::: Recorded data :::

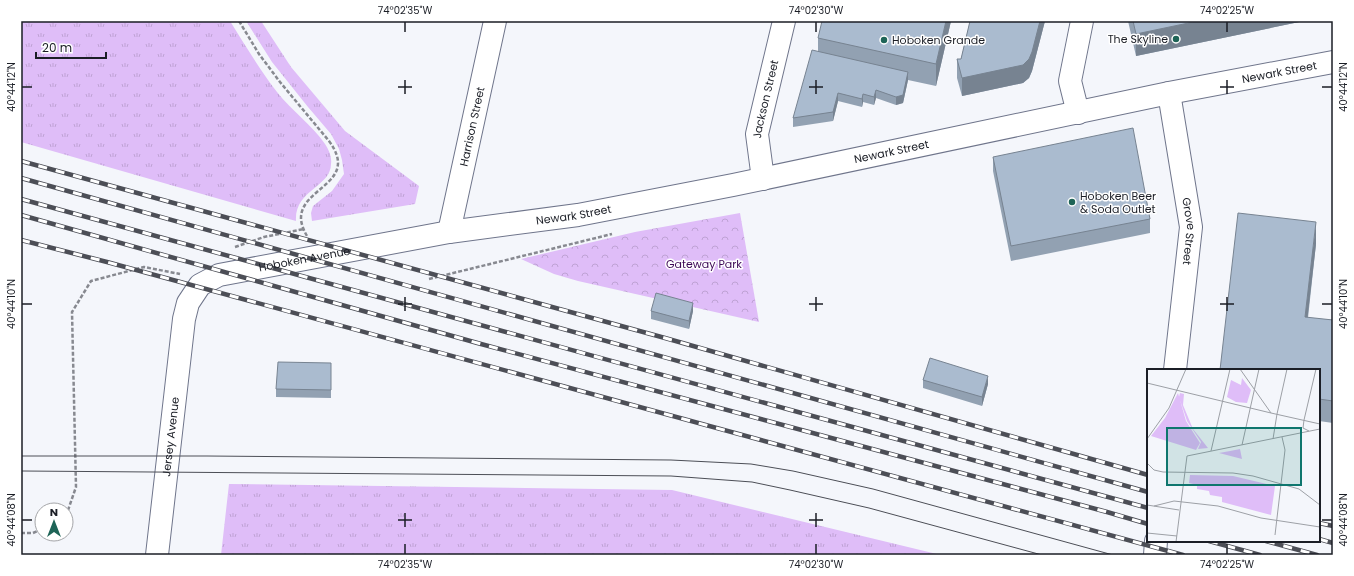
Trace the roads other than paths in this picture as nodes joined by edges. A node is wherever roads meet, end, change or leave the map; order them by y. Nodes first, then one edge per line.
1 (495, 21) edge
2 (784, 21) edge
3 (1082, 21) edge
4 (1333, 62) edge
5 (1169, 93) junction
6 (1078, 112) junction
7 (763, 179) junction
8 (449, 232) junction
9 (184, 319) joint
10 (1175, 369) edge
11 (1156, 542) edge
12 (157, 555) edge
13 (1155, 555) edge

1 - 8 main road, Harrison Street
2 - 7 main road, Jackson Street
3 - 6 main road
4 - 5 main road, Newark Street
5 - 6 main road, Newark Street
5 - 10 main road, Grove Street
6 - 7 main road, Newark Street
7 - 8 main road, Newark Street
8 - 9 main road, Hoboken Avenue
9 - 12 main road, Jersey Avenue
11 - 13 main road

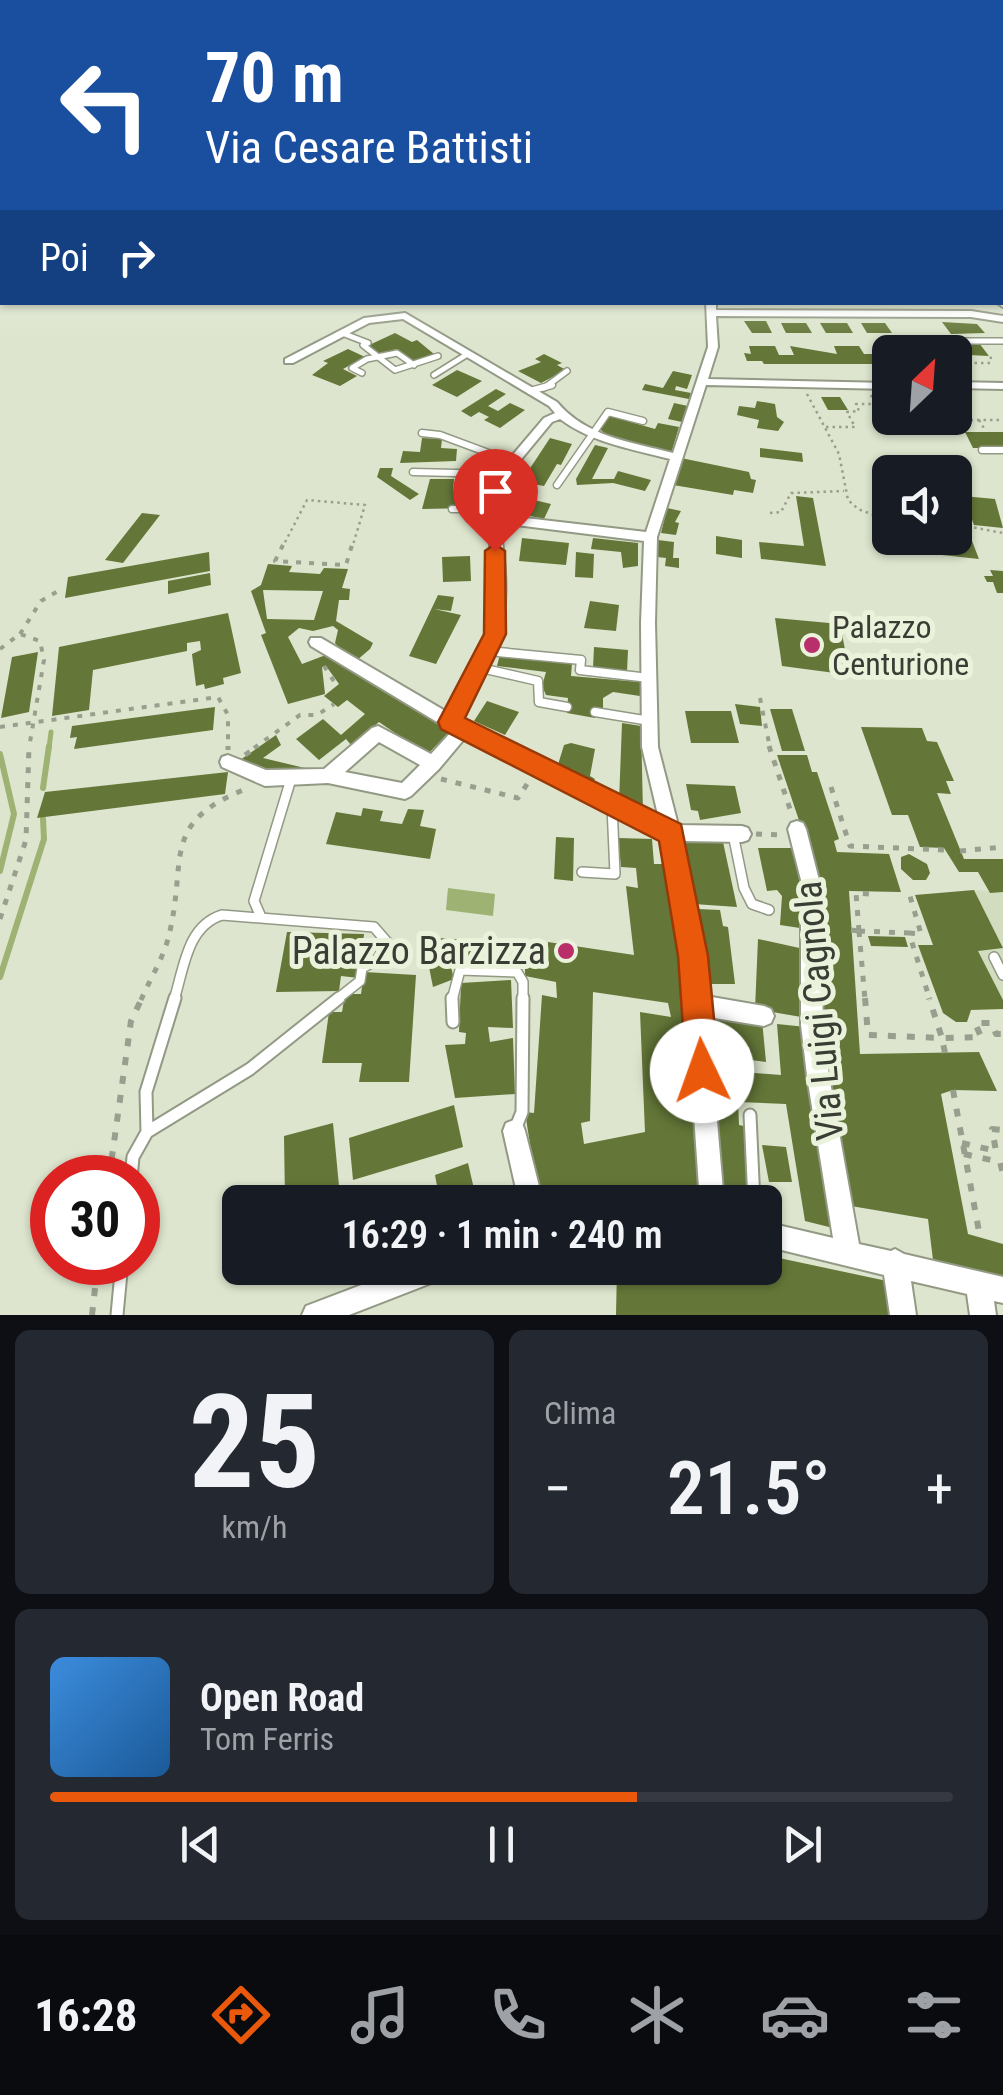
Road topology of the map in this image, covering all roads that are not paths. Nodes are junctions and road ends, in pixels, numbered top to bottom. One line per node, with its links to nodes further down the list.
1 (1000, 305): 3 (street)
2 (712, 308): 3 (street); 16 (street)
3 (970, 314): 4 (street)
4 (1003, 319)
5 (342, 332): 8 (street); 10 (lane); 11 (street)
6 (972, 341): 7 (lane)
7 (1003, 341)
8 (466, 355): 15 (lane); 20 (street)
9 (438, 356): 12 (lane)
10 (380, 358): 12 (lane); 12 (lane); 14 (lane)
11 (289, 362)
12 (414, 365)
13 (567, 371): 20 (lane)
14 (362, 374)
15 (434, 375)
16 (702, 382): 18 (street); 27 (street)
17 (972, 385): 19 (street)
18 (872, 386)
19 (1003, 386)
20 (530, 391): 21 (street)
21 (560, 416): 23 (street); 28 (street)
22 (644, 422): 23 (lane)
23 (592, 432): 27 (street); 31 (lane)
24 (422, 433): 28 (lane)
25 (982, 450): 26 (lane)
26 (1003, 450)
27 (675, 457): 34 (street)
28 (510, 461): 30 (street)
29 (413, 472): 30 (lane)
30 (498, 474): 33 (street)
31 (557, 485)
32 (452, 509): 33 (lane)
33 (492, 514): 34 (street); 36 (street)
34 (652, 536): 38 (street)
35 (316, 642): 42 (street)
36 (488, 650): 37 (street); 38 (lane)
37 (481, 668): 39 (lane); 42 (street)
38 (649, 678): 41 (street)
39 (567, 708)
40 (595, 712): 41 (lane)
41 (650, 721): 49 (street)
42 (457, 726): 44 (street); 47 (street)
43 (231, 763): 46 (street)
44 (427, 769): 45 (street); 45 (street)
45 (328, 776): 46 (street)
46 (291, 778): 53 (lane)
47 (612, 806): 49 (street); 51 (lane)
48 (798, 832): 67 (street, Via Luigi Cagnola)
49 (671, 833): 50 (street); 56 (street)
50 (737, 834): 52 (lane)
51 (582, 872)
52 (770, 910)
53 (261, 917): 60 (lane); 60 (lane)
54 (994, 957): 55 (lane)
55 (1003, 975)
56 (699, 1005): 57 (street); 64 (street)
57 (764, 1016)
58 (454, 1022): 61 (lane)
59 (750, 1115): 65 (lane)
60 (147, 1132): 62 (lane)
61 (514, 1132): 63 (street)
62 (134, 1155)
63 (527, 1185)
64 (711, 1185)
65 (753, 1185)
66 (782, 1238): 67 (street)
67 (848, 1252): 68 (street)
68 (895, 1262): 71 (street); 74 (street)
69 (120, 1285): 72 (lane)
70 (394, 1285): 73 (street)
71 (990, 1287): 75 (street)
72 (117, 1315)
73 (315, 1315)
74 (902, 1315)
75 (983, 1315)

:::

* **What you will do**: Each record has to be set down verbatim, and the pictures must not appear in the copy.

* **Solution for this exercise**:
Trace the roads other than paths in this picture as nodes joined by edges. A node is wherever roads meet, end, change or leave the map; order them by y. Nodes first, then one edge per line.
1 (495, 21) edge
2 (784, 21) edge
3 (1082, 21) edge
4 (1333, 62) edge
5 (1169, 93) junction
6 (1078, 112) junction
7 (763, 179) junction
8 (449, 232) junction
9 (184, 319) joint
10 (1175, 369) edge
11 (1156, 542) edge
12 (157, 555) edge
13 (1155, 555) edge

1 - 8 main road, Harrison Street
2 - 7 main road, Jackson Street
3 - 6 main road
4 - 5 main road, Newark Street
5 - 6 main road, Newark Street
5 - 10 main road, Grove Street
6 - 7 main road, Newark Street
7 - 8 main road, Newark Street
8 - 9 main road, Hoboken Avenue
9 - 12 main road, Jersey Avenue
11 - 13 main road

Road topology of the map in this image, covering all roads that are not paths. Nodes are junctions and road ends, in pixels, numbered top to bottom. One line per node, with its links to nodes further down the list.
1 (1000, 305): 3 (street)
2 (712, 308): 3 (street); 16 (street)
3 (970, 314): 4 (street)
4 (1003, 319)
5 (342, 332): 8 (street); 10 (lane); 11 (street)
6 (972, 341): 7 (lane)
7 (1003, 341)
8 (466, 355): 15 (lane); 20 (street)
9 (438, 356): 12 (lane)
10 (380, 358): 12 (lane); 12 (lane); 14 (lane)
11 (289, 362)
12 (414, 365)
13 (567, 371): 20 (lane)
14 (362, 374)
15 (434, 375)
16 (702, 382): 18 (street); 27 (street)
17 (972, 385): 19 (street)
18 (872, 386)
19 (1003, 386)
20 (530, 391): 21 (street)
21 (560, 416): 23 (street); 28 (street)
22 (644, 422): 23 (lane)
23 (592, 432): 27 (street); 31 (lane)
24 (422, 433): 28 (lane)
25 (982, 450): 26 (lane)
26 (1003, 450)
27 (675, 457): 34 (street)
28 (510, 461): 30 (street)
29 (413, 472): 30 (lane)
30 (498, 474): 33 (street)
31 (557, 485)
32 (452, 509): 33 (lane)
33 (492, 514): 34 (street); 36 (street)
34 (652, 536): 38 (street)
35 (316, 642): 42 (street)
36 (488, 650): 37 (street); 38 (lane)
37 (481, 668): 39 (lane); 42 (street)
38 (649, 678): 41 (street)
39 (567, 708)
40 (595, 712): 41 (lane)
41 (650, 721): 49 (street)
42 (457, 726): 44 (street); 47 (street)
43 (231, 763): 46 (street)
44 (427, 769): 45 (street); 45 (street)
45 (328, 776): 46 (street)
46 (291, 778): 53 (lane)
47 (612, 806): 49 (street); 51 (lane)
48 (798, 832): 67 (street, Via Luigi Cagnola)
49 (671, 833): 50 (street); 56 (street)
50 (737, 834): 52 (lane)
51 (582, 872)
52 (770, 910)
53 (261, 917): 60 (lane); 60 (lane)
54 (994, 957): 55 (lane)
55 (1003, 975)
56 (699, 1005): 57 (street); 64 (street)
57 (764, 1016)
58 (454, 1022): 61 (lane)
59 (750, 1115): 65 (lane)
60 (147, 1132): 62 (lane)
61 (514, 1132): 63 (street)
62 (134, 1155)
63 (527, 1185)
64 (711, 1185)
65 (753, 1185)
66 (782, 1238): 67 (street)
67 (848, 1252): 68 (street)
68 (895, 1262): 71 (street); 74 (street)
69 (120, 1285): 72 (lane)
70 (394, 1285): 73 (street)
71 (990, 1287): 75 (street)
72 (117, 1315)
73 (315, 1315)
74 (902, 1315)
75 (983, 1315)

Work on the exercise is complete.